No hay quien la merezca

La madre de Lucía no hacía más que suspirar al mirar a su hermosa hija. Esperanza no lograba convencerla de que no debía esperar toda la vida a un príncipe azul. Era en vano.

—Lucía, vives en un cuento de hadas. Mira cuántos chicos dignos hay a tu alrededor. Tus compañeros de clase, Sergio y Ramón, son buenos muchachos y siempre están rondándote. ¿Por qué no sales a pasear con ellos cuando vienen por las tardes a nuestra casa? Podrías conversar, quizá descubrirías que los chicos sencillos también tienen un alma bella.

—Mamá, no me importa el alma.

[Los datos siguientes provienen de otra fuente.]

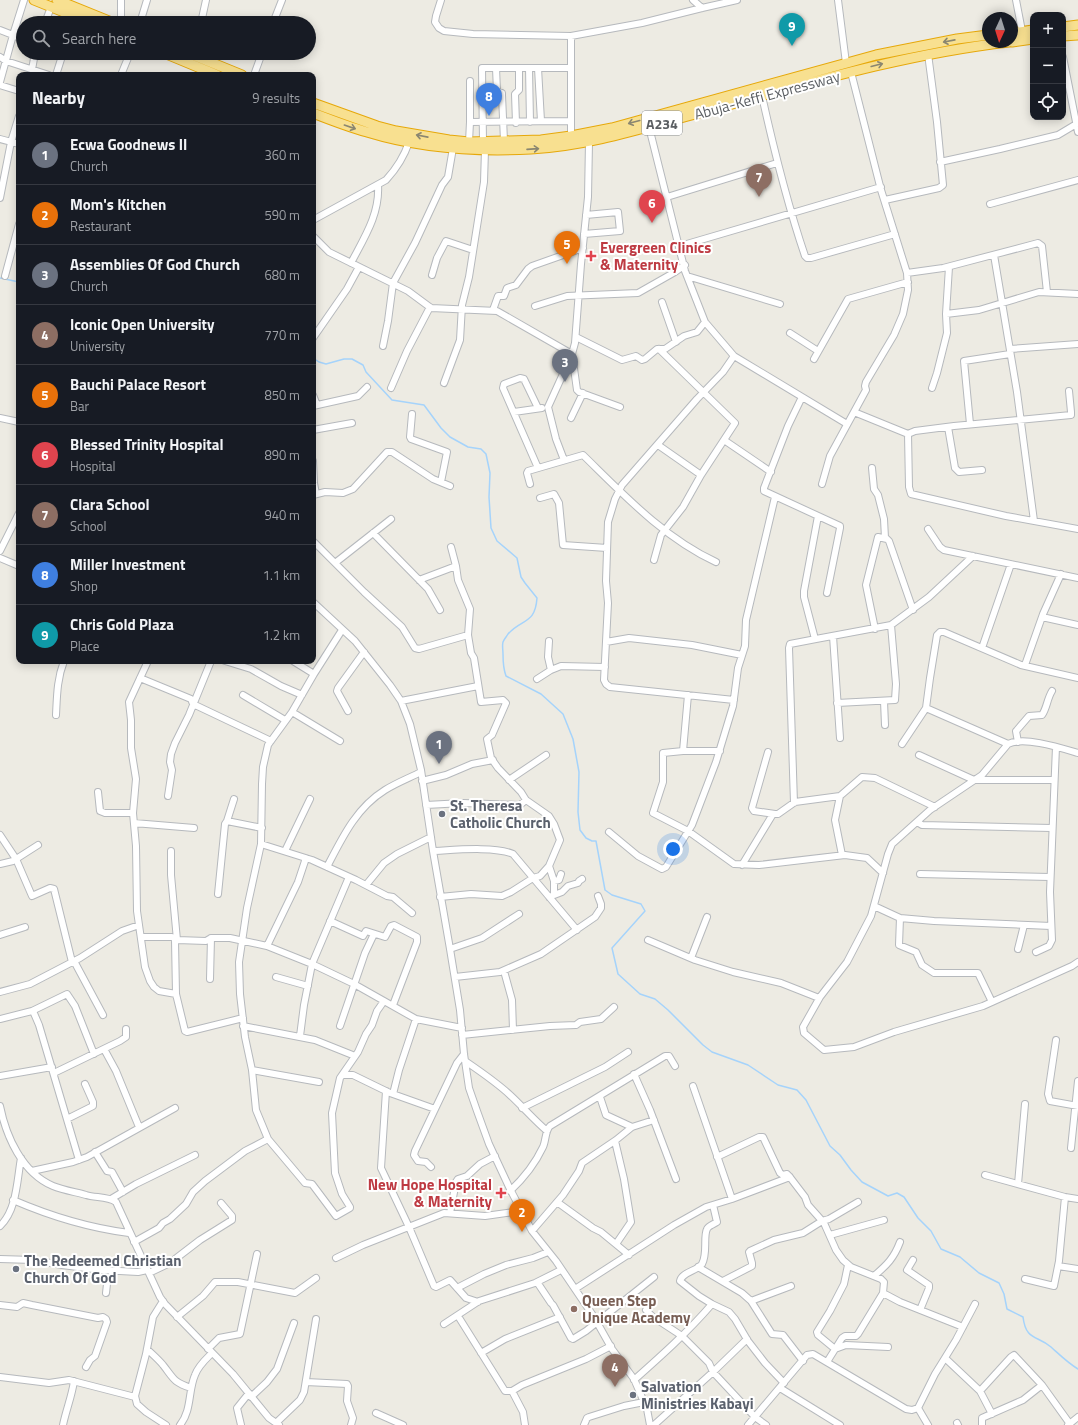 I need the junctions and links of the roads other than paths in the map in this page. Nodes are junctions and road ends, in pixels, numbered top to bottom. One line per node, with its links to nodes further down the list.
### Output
1 (24, 0): 14 (street)
2 (34, 0): 12 (highway)
3 (121, 0): 18 (street)
4 (148, 0): 19 (street)
5 (206, 0): 20 (street)
6 (282, 0): 21 (street)
7 (441, 0): 32 (street)
8 (693, 0): 13 (street)
9 (737, 0): 13 (street)
10 (838, 0): 47 (street)
11 (1016, 0): 27 (street)
12 (54, 3): 15 (street); 16 (highway); 17 (highway)
13 (702, 8): 32 (street)
14 (19, 16)
15 (48, 16)
16 (71, 16)
17 (93, 16)
18 (121, 16)
19 (142, 16)
20 (203, 16)
21 (276, 16)
22 (16, 25): 30 (street)
23 (1078, 25): 24 (highway)
24 (1066, 27)
25 (0, 30): 30 (street)
26 (1030, 30): 27 (highway)
27 (1022, 31): 28 (highway)
28 (1018, 32)
29 (1078, 34): 34 (highway)
30 (13, 35): 31 (street); 46 (street)
31 (16, 36)
32 (571, 36): 52 (street)
33 (982, 36): 47 (highway, Abuja-Keffi Expressway / A234, one-way to 47)
34 (1066, 36)
35 (1030, 39): 36 (highway, Abuja-Keffi Expressway / A234)
36 (1018, 41)
37 (982, 46): 38 (highway, Abuja-Keffi Expressway / A234)
38 (928, 54): 61 (highway, Abuja-Keffi Expressway / A234, one-way to 38); 89 (street)
39 (0, 57): 46 (street)
40 (34, 60): 55 (street)
41 (60, 60): 56 (street)
42 (127, 60): 57 (street)
43 (181, 60): 58 (highway)
44 (206, 60): 59 (highway)
45 (259, 60): 60 (street)
46 (6, 61): 54 (street); 63 (street)
47 (846, 63): 79 (highway, Abuja-Keffi Expressway / A234, one-way to 79)
48 (496, 68): 49 (street); 72 (street); 73 (street)
49 (519, 68): 50 (street); 74 (street)
50 (529, 68): 51 (street); 71 (street)
51 (538, 68): 52 (street); 68 (street)
52 (571, 68): 69 (street)
53 (1066, 71): 75 (street)
54 (29, 72)
55 (31, 72)
56 (57, 72)
57 (122, 72)
58 (210, 72)
59 (235, 72)
60 (255, 72)
61 (851, 72): 65 (highway, Abuja-Keffi Expressway / A234); 93 (street)
62 (470, 81): 70 (street)
63 (0, 83): 64 (street)
64 (16, 90)
65 (762, 96): 77 (highway, Abuja-Keffi Expressway / A234); 90 (street)
66 (316, 104): 83 (highway, Abuja-Keffi Expressway / A234, one-way to 66)
67 (316, 115): 82 (highway, Abuja-Keffi Expressway / A234, one-way to 82)
68 (541, 121): 69 (street); 71 (street)
69 (571, 121): 79 (street)
70 (470, 122): 72 (street); 83 (street)
71 (530, 122): 74 (street)
72 (482, 123): 73 (street); 87 (street)
73 (503, 123): 74 (street); 86 (street)
74 (516, 123)
75 (1077, 124): 78 (street); 89 (street)
76 (16, 126): 81 (street)
77 (649, 127): 84 (highway, Abuja-Keffi Expressway / A234); 94 (street)
78 (1078, 132)
79 (571, 136): 86 (highway, Abuja-Keffi Expressway / A234)
80 (0, 139): 81 (street)
81 (11, 142): 85 (street); 95 (street)
82 (409, 142): 88 (highway, Abuja-Keffi Expressway / A234); 92 (street)
83 (469, 142): 87 (highway, Abuja-Keffi Expressway / A234)
84 (589, 142): 86 (highway, Abuja-Keffi Expressway / A234, one-way to 84); 99 (street)
85 (16, 143)
86 (510, 144): 87 (highway, Abuja-Keffi Expressway / A234)
87 (489, 146): 88 (highway, Abuja-Keffi Expressway / A234); 107 (street)
88 (453, 148): 118 (street)
89 (940, 162): 96 (street)
90 (777, 163): 94 (street); 98 (street)
91 (1078, 180): 97 (street)
92 (378, 185): 100 (street); 109 (street)
93 (880, 187): 96 (street); 98 (street)
94 (667, 197): 105 (street)
95 (0, 198)
96 (884, 200): 102 (street)
97 (990, 204)
98 (790, 213): 102 (street); 105 (street)
99 (586, 215): 101 (street); 101 (street)
100 (316, 218)
101 (584, 234): 106 (street)
102 (895, 234): 113 (street)
103 (16, 235): 115 (street)
104 (316, 239): 109 (street)
105 (680, 246): 110 (street)
106 (583, 248): 121 (street); 128 (street)
107 (473, 250): 114 (street); 127 (street)
108 (994, 255): 112 (street); 119 (street); 124 (street)
109 (351, 263): 111 (street)
110 (685, 265): 116 (street); 121 (street)
111 (359, 267): 118 (street); 131 (street)
112 (949, 267): 113 (street); 129 (street)
113 (907, 273): 117 (street)
114 (432, 275)
115 (5, 276)
116 (687, 276): 123 (street); 130 (street)
117 (908, 282): 138 (street); 156 (street)
118 (393, 284): 126 (street); 136 (street)
119 (1047, 292): 120 (street); 124 (street)
120 (1078, 294)
121 (579, 296): 125 (street); 133 (street)
122 (662, 302): 134 (street)
123 (780, 304)
124 (1002, 304): 129 (street); 139 (street)
125 (535, 306)
126 (430, 307): 127 (street); 145 (street)
127 (462, 309): 128 (street); 143 (street)
128 (493, 310): 140 (street)
129 (946, 314): 146 (street)
130 (705, 322): 134 (street); 141 (street)
131 (316, 334)
132 (790, 334): 138 (street)
133 (576, 336): 137 (street); 140 (street)
134 (676, 342): 137 (street)
135 (1078, 344): 139 (street)
136 (383, 346)
137 (659, 349): 148 (street)
138 (818, 351): 142 (street)
139 (1010, 352): 160 (street); 164 (street)
140 (572, 354): 149 (street); 152 (street)
141 (734, 356): 148 (street); 150 (street)
142 (814, 359)
143 (444, 382)
144 (367, 387): 151 (street)
145 (391, 388)
146 (932, 388)
147 (1069, 391): 160 (street)
148 (703, 392): 168 (street); 169 (street)
149 (583, 393): 153 (street); 159 (street)
150 (802, 397): 163 (street); 174 (street)
151 (316, 406)
152 (548, 407): 154 (street); 170 (street)
153 (620, 407)
154 (538, 408): 155 (street); 155 (street)
155 (514, 412): 171 (street)
156 (854, 412): 163 (street); 167 (street)
157 (412, 414): 176 (street)
158 (0, 418): 161 (street)
159 (571, 418)
160 (1020, 419): 164 (street); 187 (street)
161 (16, 421)
162 (352, 423): 166 (street)
163 (847, 424): 178 (street)
164 (970, 424): 165 (street)
165 (948, 427): 167 (street); 173 (street)
166 (316, 429)
167 (908, 434): 187 (street)
168 (724, 440): 174 (street); 175 (street)
169 (658, 445): 175 (street); 180 (street)
170 (564, 460): 171 (street); 180 (street)
171 (538, 468): 177 (street)
172 (872, 468): 192 (street)
173 (982, 470)
174 (771, 472): 182 (street)
175 (701, 475): 190 (street)
176 (441, 482): 179 (street); 181 (street)
177 (530, 484)
178 (822, 484)
179 (450, 486)
180 (619, 491): 190 (street); 195 (street)
181 (316, 494)
182 (775, 497): 184 (street); 224 (street)
183 (540, 498): 195 (street)
184 (818, 516): 208 (street); 219 (street)
185 (391, 519): 191 (street)
186 (16, 521): 196 (street)
187 (1034, 521): 189 (street)
188 (928, 528): 197 (street)
189 (1078, 530)
190 (664, 532): 199 (street); 200 (street)
191 (373, 533): 201 (street); 207 (street)
192 (885, 538): 211 (street); 215 (street)
193 (316, 544): 201 (street)
194 (451, 547): 204 (street)
195 (607, 548): 221 (street)
196 (0, 551)
197 (973, 556): 202 (street); 211 (street)
198 (0, 558): 203 (street)
199 (654, 560)
200 (716, 562)
201 (335, 563): 217 (street)
202 (1011, 564): 205 (street); 222 (street)
203 (16, 565)
204 (456, 566): 207 (street); 217 (street)
205 (1061, 574): 206 (street); 212 (street)
206 (1078, 578)
207 (419, 580): 210 (street)
208 (827, 593)
209 (316, 605): 216 (street)
210 (440, 610)
211 (912, 610): 213 (street)
212 (1042, 617): 214 (street); 230 (street)
213 (891, 625): 215 (street); 243 (street)
214 (1078, 625)
215 (875, 628): 218 (street)
216 (342, 630): 223 (street); 233 (street)
217 (468, 635): 237 (street)
218 (833, 636): 219 (street); 245 (street)
219 (815, 639): 278 (street)
220 (549, 641): 232 (street)
221 (606, 642): 224 (street); 231 (street)
222 (982, 648): 230 (street); 247 (street)
223 (364, 652): 244 (street); 248 (street)
224 (742, 655): 242 (street)
225 (62, 664): 250 (street)
226 (147, 664): 234 (street)
227 (210, 664): 246 (street)
228 (235, 664): 241 (street)
229 (298, 664): 233 (street)
230 (1025, 665): 236 (street)
231 (605, 667): 232 (street); 240 (street)
232 (551, 670): 235 (street)
233 (314, 674): 241 (street)
234 (140, 678): 246 (street); 281 (street)
235 (537, 678)
236 (1078, 678)
237 (478, 686): 244 (street); 266 (street)
238 (1052, 691): 256 (street)
239 (243, 695): 251 (street)
240 (688, 695): 242 (street); 260 (street)
241 (302, 696): 249 (street)
242 (734, 700): 261 (street)
243 (884, 701): 245 (street); 252 (street)
244 (401, 702): 267 (street)
245 (837, 703): 253 (street)
246 (194, 704): 254 (street); 273 (street)
247 (926, 708): 257 (street); 258 (street)
248 (348, 711)
249 (292, 712): 251 (street); 255 (street)
250 (56, 715)
251 (285, 720): 254 (street)
252 (885, 724)
253 (840, 738)
254 (271, 741): 287 (street)
255 (340, 741)
256 (1018, 742): 258 (street); 259 (street)
257 (902, 744)
258 (1008, 744): 269 (street)
259 (1056, 747): 263 (street); 270 (street)
260 (683, 751): 261 (street); 289 (street)
261 (720, 751): 289 (street)
262 (768, 752): 282 (street)
263 (1078, 753)
264 (546, 755): 268 (street)
265 (919, 755): 269 (street)
266 (493, 760): 268 (street); 271 (street)
267 (421, 772): 271 (street); 304 (street)
268 (509, 780): 277 (street)
269 (974, 780): 270 (street); 280 (street)
270 (1054, 780): 288 (street)
271 (422, 781): 279 (street)
272 (98, 792): 281 (street)
273 (168, 796)
274 (840, 796): 278 (street); 280 (street); 298 (street)
275 (234, 799): 283 (street)
276 (310, 799): 296 (street)
277 (526, 800): 279 (street); 303 (street)
278 (794, 803): 282 (street)
279 (426, 805): 292 (street)
280 (935, 807): 285 (street)
281 (133, 813): 284 (street)
282 (773, 814): 302 (street)
283 (228, 821): 287 (street); 314 (street)
284 (134, 822): 286 (street); 324 (street)
285 (917, 822): 288 (street); 305 (street)
286 (194, 828)
287 (262, 828): 293 (street)
288 (1052, 828): 309 (street)
289 (688, 831): 290 (street); 302 (street)
290 (609, 832)
291 (0, 835): 300 (street)
292 (430, 837): 297 (street); 313 (street)
293 (261, 844): 296 (street); 335 (street)
294 (38, 845): 300 (street)
295 (171, 851): 333 (street)
296 (285, 851): 299 (street)
297 (433, 851): 310 (street); 317 (street)
298 (842, 855): 302 (street); 305 (street)
299 (306, 858): 304 (street); 336 (street)
300 (16, 859): 301 (street); 341 (street)
301 (0, 864)
302 (742, 865)
303 (549, 866): 310 (street); 312 (street)
304 (327, 867): 308 (street)
305 (883, 873): 318 (street)
306 (561, 874): 312 (street)
307 (920, 874): 309 (street)
308 (349, 877): 313 (street); 323 (street)
309 (1050, 877): 326 (street)
310 (533, 878): 315 (street); 317 (street)
311 (582, 879): 315 (street)
312 (554, 881): 315 (street)
313 (366, 885): 319 (street)
314 (218, 894)
315 (552, 896): 328 (street)
316 (598, 896): 328 (street)
317 (440, 897): 337 (street)
318 (874, 906): 322 (street); 352 (street)
319 (412, 914)
320 (519, 914): 337 (street)
321 (707, 917): 340 (street)
322 (900, 918): 325 (street); 354 (street)
323 (330, 921): 329 (street); 343 (street)
324 (139, 925): 331 (street); 341 (street)
325 (1024, 925): 326 (street); 338 (street)
326 (1051, 926): 339 (street)
327 (25, 927): 330 (street)
328 (577, 930): 344 (street)
329 (374, 934): 348 (street); 355 (street)
330 (0, 936)
331 (141, 938): 333 (street); 351 (street)
332 (211, 938): 333 (street); 335 (street); 347 (street)
333 (176, 940): 351 (street)
334 (648, 940): 340 (street)
335 (241, 941): 336 (street); 359 (street)
336 (268, 946): 343 (street)
337 (450, 949): 346 (street)
338 (1018, 949)
339 (1036, 952)
340 (691, 958): 352 (street)
341 (73, 962): 350 (street); 358 (street)
342 (1078, 962): 354 (street)
343 (312, 964): 348 (street); 349 (street)
344 (504, 971): 346 (street); 366 (street)
345 (276, 977): 349 (street)
346 (455, 977): 364 (street)
347 (210, 980)
348 (354, 984): 353 (street); 363 (street)
349 (308, 986): 368 (street)
350 (0, 992)
351 (176, 994): 359 (street)
352 (820, 998): 354 (street)
353 (384, 1000): 355 (street); 374 (street)
354 (992, 1002)
355 (393, 1005): 361 (street)
356 (614, 1007): 366 (street)
357 (33, 1011): 360 (street); 372 (street); 377 (street)
358 (103, 1015)
359 (243, 1018): 362 (street)
360 (0, 1019)
361 (416, 1019): 364 (street); 387 (street)
362 (243, 1026): 368 (street); 378 (street)
363 (340, 1026)
364 (462, 1028): 367 (street)
365 (126, 1029): 370 (street)
366 (513, 1030): 367 (street)
367 (462, 1035): 373 (street)
368 (300, 1036): 374 (street)
369 (1056, 1040): 391 (street)
370 (104, 1049): 372 (street); 397 (street)
371 (628, 1052): 393 (street)
372 (94, 1054): 377 (street)
373 (464, 1054): 375 (street); 394 (street)
374 (355, 1056): 380 (street)
375 (465, 1062): 393 (street); 405 (street)
376 (675, 1066): 379 (street)
377 (53, 1070): 381 (street); 395 (street)
378 (252, 1070): 383 (street); 400 (street)
379 (634, 1074): 388 (street); 396 (street)
380 (343, 1075): 386 (street); 400 (street)
381 (0, 1076)
382 (1078, 1081): 391 (street)
383 (319, 1082)
384 (85, 1084): 395 (street)
385 (693, 1086): 406 (street)
386 (386, 1091): 387 (street); 431 (street)
387 (393, 1094): 394 (street)
388 (600, 1097): 398 (street); 399 (street)
389 (1025, 1104): 414 (street)
390 (0, 1106): 407 (street)
391 (1077, 1106): 402 (street)
392 (175, 1108): 397 (street)
393 (522, 1108): 399 (street)
394 (435, 1109): 409 (street)
395 (67, 1119): 408 (street)
396 (654, 1120): 398 (street); 413 (street)
397 (139, 1128): 403 (street)
398 (632, 1128): 401 (street)
399 (547, 1131): 415 (street)
400 (268, 1139): 435 (street)
401 (615, 1141): 422 (street); 437 (street)
402 (1071, 1148)
403 (95, 1152): 408 (street); 416 (street)
404 (195, 1154): 416 (street)
405 (495, 1156): 415 (street); 427 (street)
406 (717, 1157): 412 (street); 419 (street)
407 (21, 1158): 410 (street); 421 (street)
408 (79, 1160): 410 (street)
409 (431, 1167)
410 (32, 1170): 418 (street)
411 (985, 1175): 414 (street)
412 (790, 1177): 419 (street); 429 (street)
413 (676, 1179)
414 (1018, 1184): 417 (street)
415 (510, 1191): 426 (street)
416 (122, 1192): 418 (street)
417 (1065, 1197): 420 (street); 445 (street)
418 (111, 1199): 433 (street)
419 (732, 1199): 425 (street)
420 (1078, 1199)
421 (13, 1200): 430 (street); 433 (street)
422 (557, 1202): 432 (street); 437 (street)
423 (858, 1202): 429 (street)
424 (221, 1203): 450 (street)
425 (713, 1205): 440 (street); 446 (street)
426 (521, 1211): 427 (street); 432 (street)
427 (450, 1213): 431 (street)
428 (884, 1220): 434 (street)
429 (822, 1221): 434 (street); 455 (street)
430 (0, 1226)
431 (409, 1228): 441 (street); 459 (street)
432 (532, 1231): 438 (street)
433 (129, 1233): 435 (street)
434 (830, 1235): 444 (street)
435 (134, 1242): 450 (street)
436 (900, 1242): 451 (street)
437 (616, 1244): 440 (street)
438 (548, 1252): 448 (street); 459 (street)
439 (257, 1254): 457 (street)
440 (629, 1255): 460 (street)
441 (336, 1258)
442 (0, 1260): 449 (street)
443 (913, 1260): 472 (street)
444 (848, 1265): 451 (street); 486 (street)
445 (1058, 1266): 447 (street); 454 (street)
446 (698, 1267): 455 (street); 467 (street)
447 (1078, 1269)
448 (562, 1270): 456 (street); 460 (street)
449 (114, 1271): 450 (street); 461 (street)
450 (148, 1272): 465 (street)
451 (874, 1276): 462 (street)
452 (654, 1277): 477 (street)
453 (316, 1278): 457 (street)
454 (1025, 1279)
455 (723, 1281): 464 (street)
456 (537, 1282): 466 (street); 475 (street)
457 (250, 1285): 474 (street); 487 (street)
458 (791, 1286): 464 (street)
459 (457, 1288): 463 (street)
460 (575, 1289): 477 (street)
461 (106, 1293)
462 (882, 1293): 472 (street); 486 (street)
463 (467, 1299): 466 (street); 470 (street)
464 (751, 1301): 490 (street)
465 (163, 1302): 474 (street); 485 (street)
466 (478, 1302): 470 (street)
467 (712, 1304): 481 (street); 482 (street)
468 (975, 1304): 480 (street)
469 (0, 1305): 492 (street)
470 (469, 1308): 473 (street)
471 (646, 1310): 481 (street)
472 (920, 1310): 480 (street)
473 (458, 1316): 479 (street); 488 (street)
474 (177, 1317): 487 (street)
475 (560, 1318): 477 (street); 488 (street)
476 (316, 1319): 497 (street)
477 (597, 1321): 483 (street)
478 (294, 1323): 503 (street)
479 (444, 1324)
480 (963, 1327): 489 (street)
481 (682, 1336): 493 (street); 495 (street)
482 (747, 1339): 493 (street); 499 (street)
483 (611, 1346): 495 (street); 501 (street)
484 (888, 1347): 486 (street)
485 (147, 1349): 500 (street); 504 (street)
486 (836, 1349): 491 (street)
487 (210, 1351): 500 (street); 503 (street)
488 (481, 1353): 501 (street)
489 (945, 1358): 502 (street); 506 (street)
490 (802, 1361): 491 (street); 499 (street)
491 (828, 1362): 506 (street)
492 (86, 1367)
493 (713, 1372): 509 (street); 523 (street)
494 (0, 1377): 496 (street)
495 (634, 1380): 505 (street)
496 (74, 1382): 504 (street); 514 (street)
497 (306, 1382): 511 (street); 518 (street)
498 (1042, 1385): 502 (street); 508 (street); 513 (street)
499 (782, 1386): 509 (street); 512 (street)
500 (191, 1388): 516 (street)
501 (512, 1391): 520 (street)
502 (980, 1392): 508 (street)
503 (250, 1395): 511 (street); 517 (street)
504 (135, 1397): 515 (street)
505 (644, 1402): 521 (street); 522 (street)
506 (918, 1408): 526 (street)
507 (376, 1413): 519 (street)
508 (992, 1414): 527 (street)
509 (755, 1417): 524 (street); 525 (street)
510 (1078, 1417): 513 (street)
511 (278, 1424)
512 (837, 1424)
513 (1069, 1424)
514 (63, 1425)
515 (166, 1425)
516 (180, 1425)
517 (241, 1425)
518 (351, 1425)
519 (403, 1425)
520 (525, 1425)
521 (584, 1425)
522 (650, 1425)
523 (654, 1425)
524 (748, 1425)
525 (766, 1425)
526 (928, 1425)
527 (982, 1425)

Quiero que sea guapo, y en este pueblo no hay ninguno que esté a mi altura. ¡Mírame! ¿Acaso hay un solo muchacho aquí que merezca estar a mi lado? —decía Lucía, erguida, haciendo que su figura esbelta pareciera aún más elegante, sin mencionar su rostro, que hablaba por sí solo.

La madre movía la cabeza con resignación.

—Hija, más vale ser feliz que hermosa. Ese refrán viene de lejos, y la vida siempre lo demuestra.

Lucía había escuchado esas palabras desde niña, pero nunca las tomó en serio. Mientras crecía, estaba segura de que la belleza era garantía de felicidad. Desde pequeña, todos la admiraban.

—¡Ay, qué niña más bonita! ¡Qué ojos, qué encanto! —y ella sonreía, disfrutando de los dulces que le ofrecían y que nunca rechazaba.

En la guardería, siempre era la princesa en las fiestas, y en el colegio, las demás niñas la envidiaban. Lucía no entendía que tanta admiración podía volverse en su contra, aunque Esperanza lo temía. Aun así, al crecer, consciente de su valor, solo quería a su lado a un hombre igual de hermoso. Los compañeros que intentaban acercarse recibían solo su mirada burlona.

—¿Es que no ven quién soy yo y quiénes son ellos? —pensaba.

Esperanza intentaba hacerle ver que los hombres guapos no siempre eran buenos maridos, pero Lucía creía lo contrario. En el colegio no sobresalió, y al terminar, solo entró en una escuela técnica. Allí tampoco encontró a nadie digno.

—Mamá, no quiero a ningún Antonio o Sergio cualquiera. Ya encontraré mi felicidad —decía cuando su madre hablaba de matrimonio.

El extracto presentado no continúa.